#### PROBLEM TO SOLVE:
From the data that follows, set down exactly the lines from the one with "Turn the roads" through the one with "Trace the roads", counting both. Pictures stay out.

#### DATA SUPPLIED:
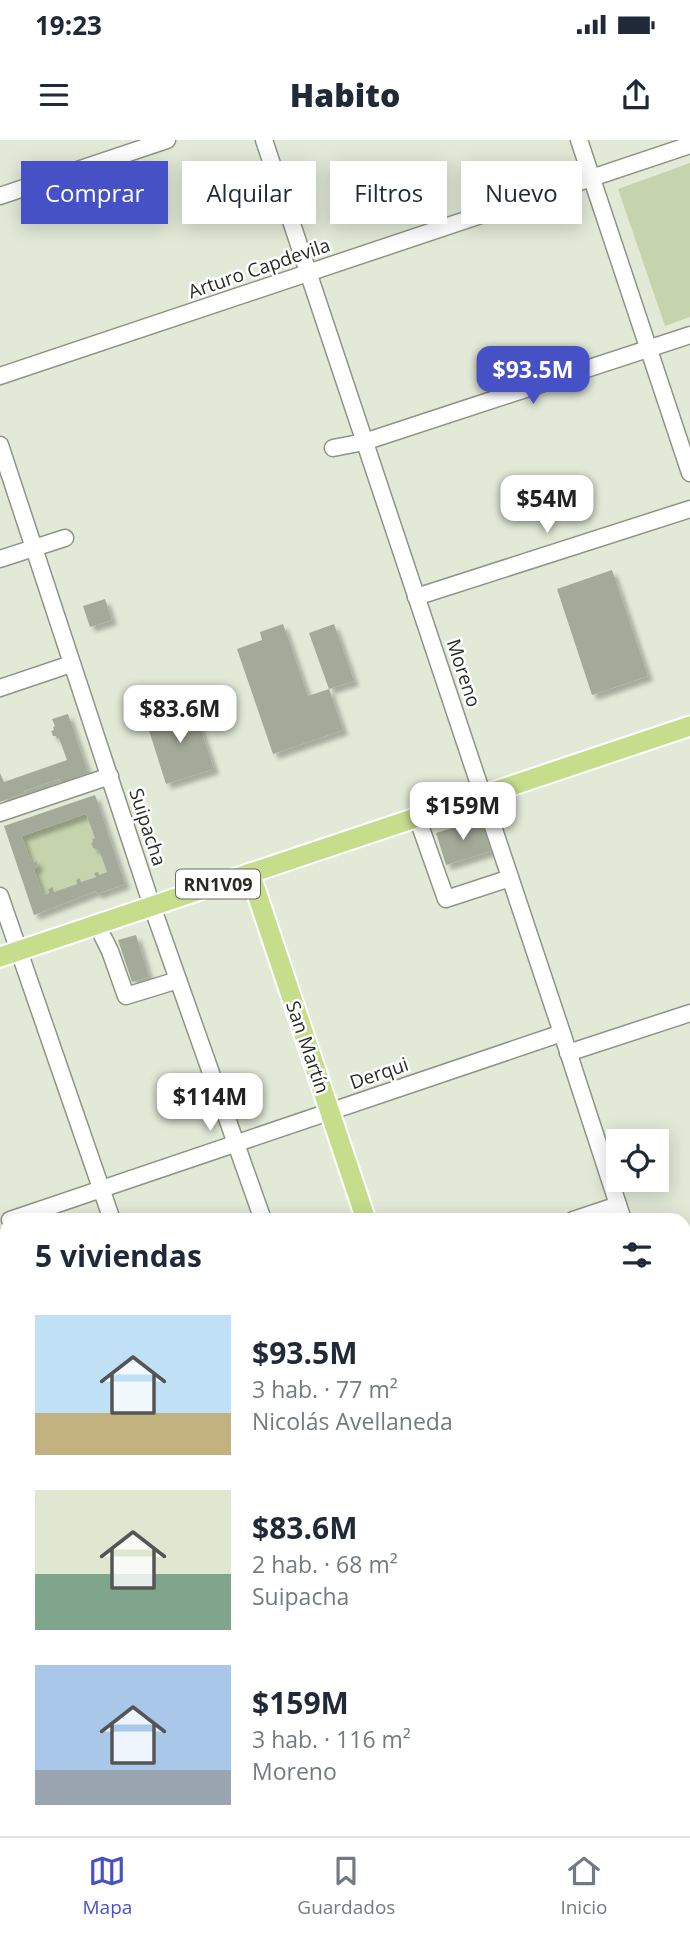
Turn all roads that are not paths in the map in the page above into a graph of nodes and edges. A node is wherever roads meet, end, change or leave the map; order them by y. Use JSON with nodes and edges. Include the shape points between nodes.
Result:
{"nodes":[{"id":1,"x":167,"y":140,"type":"edge"},
{"id":2,"x":264,"y":140,"type":"edge"},
{"id":3,"x":579,"y":140,"type":"edge"},
{"id":4,"x":690,"y":145,"type":"edge"},
{"id":5,"x":592,"y":177,"type":"junction"},
{"id":6,"x":0,"y":196,"type":"edge"},
{"id":7,"x":308,"y":273,"type":"junction"},
{"id":8,"x":690,"y":335,"type":"edge"},
{"id":9,"x":649,"y":348,"type":"junction"},
{"id":10,"x":0,"y":376,"type":"edge"},
{"id":11,"x":364,"y":442,"type":"junction"},
{"id":12,"x":0,"y":444,"type":"edge"},
{"id":13,"x":333,"y":448,"type":"dead end"},
{"id":14,"x":690,"y":473,"type":"edge"},
{"id":15,"x":690,"y":509,"type":"edge"},
{"id":16,"x":65,"y":538,"type":"dead end"},
{"id":17,"x":34,"y":548,"type":"junction"},
{"id":18,"x":0,"y":559,"type":"edge"},
{"id":19,"x":416,"y":597,"type":"junction"},
{"id":20,"x":71,"y":664,"type":"junction"},
{"id":21,"x":0,"y":688,"type":"edge"},
{"id":22,"x":690,"y":726,"type":"edge"},
{"id":23,"x":110,"y":776,"type":"junction"},
{"id":24,"x":482,"y":796,"type":"junction"},
{"id":25,"x":0,"y":813,"type":"edge"},
{"id":26,"x":417,"y":817,"type":"junction"},
{"id":27,"x":250,"y":873,"type":"junction"},
{"id":28,"x":510,"y":878,"type":"junction"},
{"id":29,"x":0,"y":896,"type":"edge"},
{"id":30,"x":152,"y":906,"type":"junction"},
{"id":31,"x":97,"y":925,"type":"junction"},
{"id":32,"x":9,"y":954,"type":"edge"},
{"id":33,"x":178,"y":979,"type":"junction"},
{"id":34,"x":690,"y":1013,"type":"edge"},
{"id":35,"x":562,"y":1033,"type":"junction"},
{"id":36,"x":568,"y":1053,"type":"junction"},
{"id":37,"x":329,"y":1112,"type":"junction"},
{"id":38,"x":236,"y":1143,"type":"junction"},
{"id":39,"x":102,"y":1189,"type":"junction"},
{"id":40,"x":620,"y":1212,"type":"edge"},
{"id":41,"x":30,"y":1213,"type":"edge"},
{"id":42,"x":110,"y":1213,"type":"edge"},
{"id":43,"x":261,"y":1213,"type":"edge"},
{"id":44,"x":364,"y":1213,"type":"edge"}],
"edges":[{"from":1,"to":6,"type":"street"},
{"from":2,"to":7,"type":"street","name":"Moreno"},
{"from":3,"to":5,"type":"street"},
{"from":4,"to":5,"type":"street","name":"Arturo Capdevila"},
{"from":5,"to":7,"type":"street","name":"Arturo Capdevila"},
{"from":5,"to":9,"type":"street"},
{"from":7,"to":10,"type":"street","name":"Arturo Capdevila"},
{"from":7,"to":11,"type":"street","name":"Moreno"},
{"from":8,"to":9,"type":"street"},
{"from":9,"to":11,"type":"street"},
{"from":9,"to":14,"type":"street"},
{"from":11,"to":13,"type":"street"},
{"from":11,"to":19,"type":"street","name":"Moreno"},
{"from":12,"to":17,"type":"street","name":"Suipacha"},
{"from":15,"to":19,"type":"street"},
{"from":16,"to":17,"type":"street"},
{"from":17,"to":18,"type":"street"},
{"from":17,"to":20,"type":"street","name":"Suipacha"},
{"from":19,"to":24,"type":"street","name":"Moreno"},
{"from":20,"to":21,"type":"street"},
{"from":20,"to":23,"type":"street","name":"Suipacha"},
{"from":22,"to":24,"type":"main road","number":"RN1V09"},
{"from":23,"to":25,"type":"street"},
{"from":23,"to":30,"type":"street","name":"Suipacha"},
{"from":24,"to":26,"type":"main road","number":"RN1V09"},
{"from":24,"to":28,"type":"street","name":"Moreno"},
{"from":26,"to":27,"type":"main road","number":"RN1V09"},
{"from":26,"to":28,"type":"street","via":[[446,899]]},
{"from":27,"to":30,"type":"main road","number":"RN1V09"},
{"from":27,"to":37,"type":"main road","name":"San Martín"},
{"from":28,"to":35,"type":"street","name":"Moreno"},
{"from":29,"to":32,"type":"street"},
{"from":30,"to":31,"type":"main road","number":"RN1V09"},
{"from":30,"to":33,"type":"street","name":"Suipacha"},
{"from":31,"to":32,"type":"main road","number":"RN1V09"},
{"from":31,"to":33,"type":"street","via":[[126,996]]},
{"from":32,"to":39,"type":"street"},
{"from":33,"to":38,"type":"street","name":"Suipacha"},
{"from":34,"to":36,"type":"street"},
{"from":35,"to":36,"type":"street","name":"Moreno"},
{"from":35,"to":37,"type":"street","name":"Derqui"},
{"from":36,"to":40,"type":"street","name":"Moreno"},
{"from":37,"to":38,"type":"street","name":"Derqui"},
{"from":37,"to":44,"type":"main road","name":"San Martín"},
{"from":38,"to":39,"type":"street","name":"Derqui"},
{"from":38,"to":43,"type":"street","name":"Suipacha"},
{"from":39,"to":41,"type":"street","name":"Derqui"},
{"from":39,"to":42,"type":"street"}]}
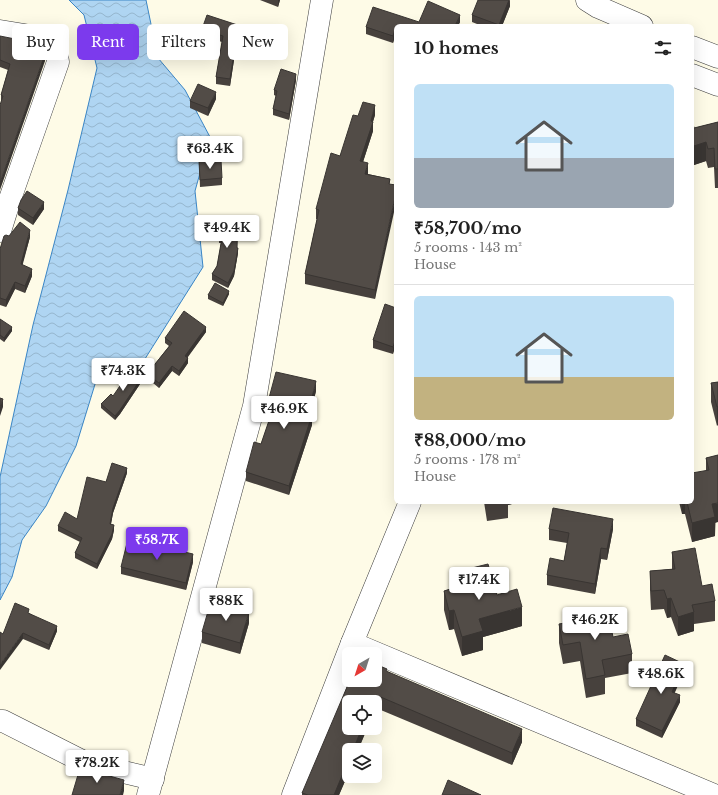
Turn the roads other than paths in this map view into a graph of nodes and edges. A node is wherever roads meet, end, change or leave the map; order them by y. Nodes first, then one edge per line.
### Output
1 (322, 0) edge
2 (587, 0) edge
3 (638, 24) edge
4 (0, 31) edge
5 (694, 48) edge
6 (718, 57) edge
7 (694, 76) edge
8 (718, 85) edge
9 (1, 226) edge
10 (409, 504) edge
11 (352, 643) junction
12 (0, 721) edge
13 (718, 779) edge
14 (150, 787) edge
15 (293, 795) edge
16 (713, 795) edge

1 - 14 street
2 - 3 street
4 - 9 street
5 - 6 street
7 - 8 street
10 - 11 street
11 - 15 street
11 - 16 street
12 - 14 street
13 - 16 street

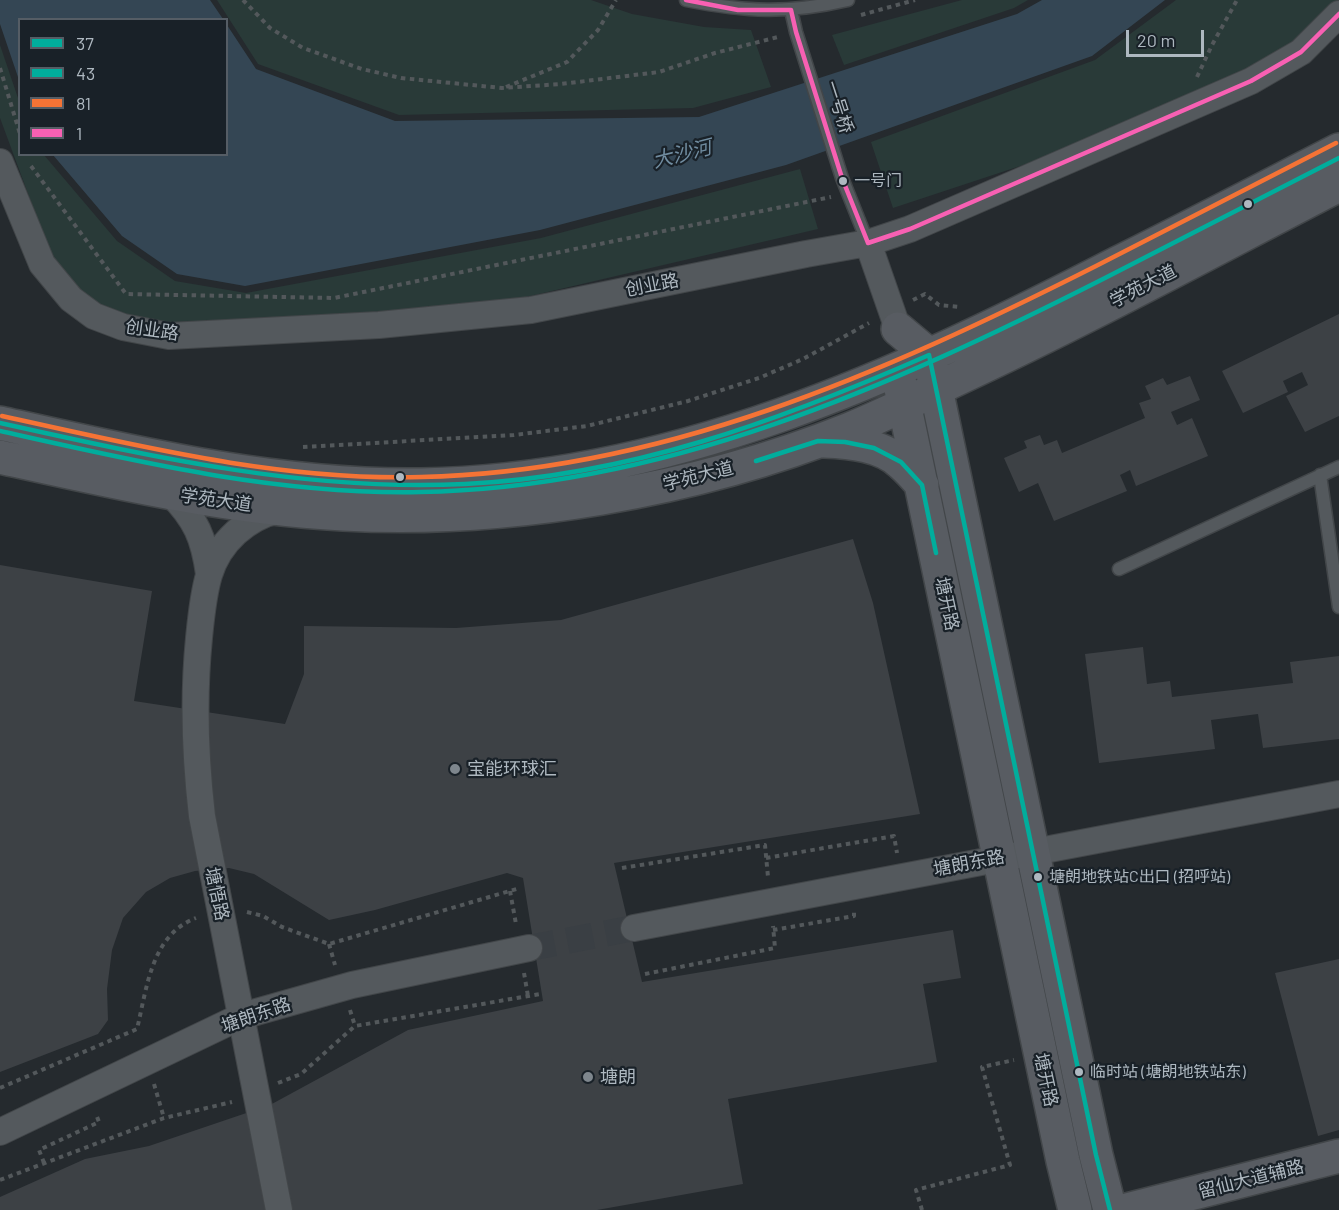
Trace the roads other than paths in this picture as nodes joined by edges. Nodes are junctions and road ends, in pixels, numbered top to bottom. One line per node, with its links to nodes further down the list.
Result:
1 (686, 0): 3 (lane)
2 (848, 0): 3 (lane)
3 (791, 10): 8 (lane, 一号桥)
4 (1339, 14): 8 (street, 创业路)
5 (1339, 150): 10 (main road, 学苑大道)
6 (0, 162): 8 (street, 创业路)
7 (1339, 185): 12 (main road, 学苑大道)
8 (867, 243): 9 (street)
9 (898, 329): 10 (main road); 11 (main road, 塘开路)
10 (929, 355): 11 (main road, 学苑大道); 12 (main road, 塘开路)
11 (897, 369): 13 (main road, 塘开路); 14 (main road, 学苑大道)
12 (936, 389): 13 (main road, 学苑大道); 26 (main road, 塘开路)
13 (905, 404): 15 (main road, 学苑大道); 19 (main road, 塘开路)
14 (0, 423)
15 (818, 441): 19 (main road); 21 (main road, 学苑大道)
16 (0, 457): 20 (main road, 学苑大道)
17 (1339, 467): 18 (lane)
18 (1320, 475): 22 (lane); 24 (lane)
19 (922, 485): 27 (main road, 塘开路)
20 (170, 493): 21 (main road, 学苑大道); 23 (street, 塘悟路)
21 (282, 509): 23 (street, 塘悟路)
22 (1119, 569)
23 (209, 574): 30 (street, 塘悟路)
24 (1339, 607)
25 (1339, 794): 26 (street, 塘朗东路)
26 (1033, 851): 27 (street, 塘朗东路); 36 (main road, 塘开路)
27 (999, 857): 28 (street, 塘朗东路); 35 (main road, 塘开路)
28 (634, 928)
29 (529, 948): 30 (street, 塘朗东路)
30 (242, 1016): 31 (street, 塘朗东路); 34 (street, 塘悟路)
31 (0, 1132)
32 (1339, 1156): 37 (main road, 留仙大道辅路)
33 (1339, 1176): 38 (main road, 留仙大道辅路)
34 (279, 1210)
35 (1075, 1210)
36 (1110, 1210)
37 (1127, 1210)
38 (1208, 1210)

#### RESPONSE TO THIS TASK:
Turn the roads other than paths in this map view into a graph of nodes and edges. A node is wherever roads meet, end, change or leave the map; order them by y. Nodes first, then one edge per line.
### Output
1 (322, 0) edge
2 (587, 0) edge
3 (638, 24) edge
4 (0, 31) edge
5 (694, 48) edge
6 (718, 57) edge
7 (694, 76) edge
8 (718, 85) edge
9 (1, 226) edge
10 (409, 504) edge
11 (352, 643) junction
12 (0, 721) edge
13 (718, 779) edge
14 (150, 787) edge
15 (293, 795) edge
16 (713, 795) edge

1 - 14 street
2 - 3 street
4 - 9 street
5 - 6 street
7 - 8 street
10 - 11 street
11 - 15 street
11 - 16 street
12 - 14 street
13 - 16 street

Trace the roads other than paths in this picture as nodes joined by edges. Nodes are junctions and road ends, in pixels, numbered top to bottom. One line per node, with its links to nodes further down the list.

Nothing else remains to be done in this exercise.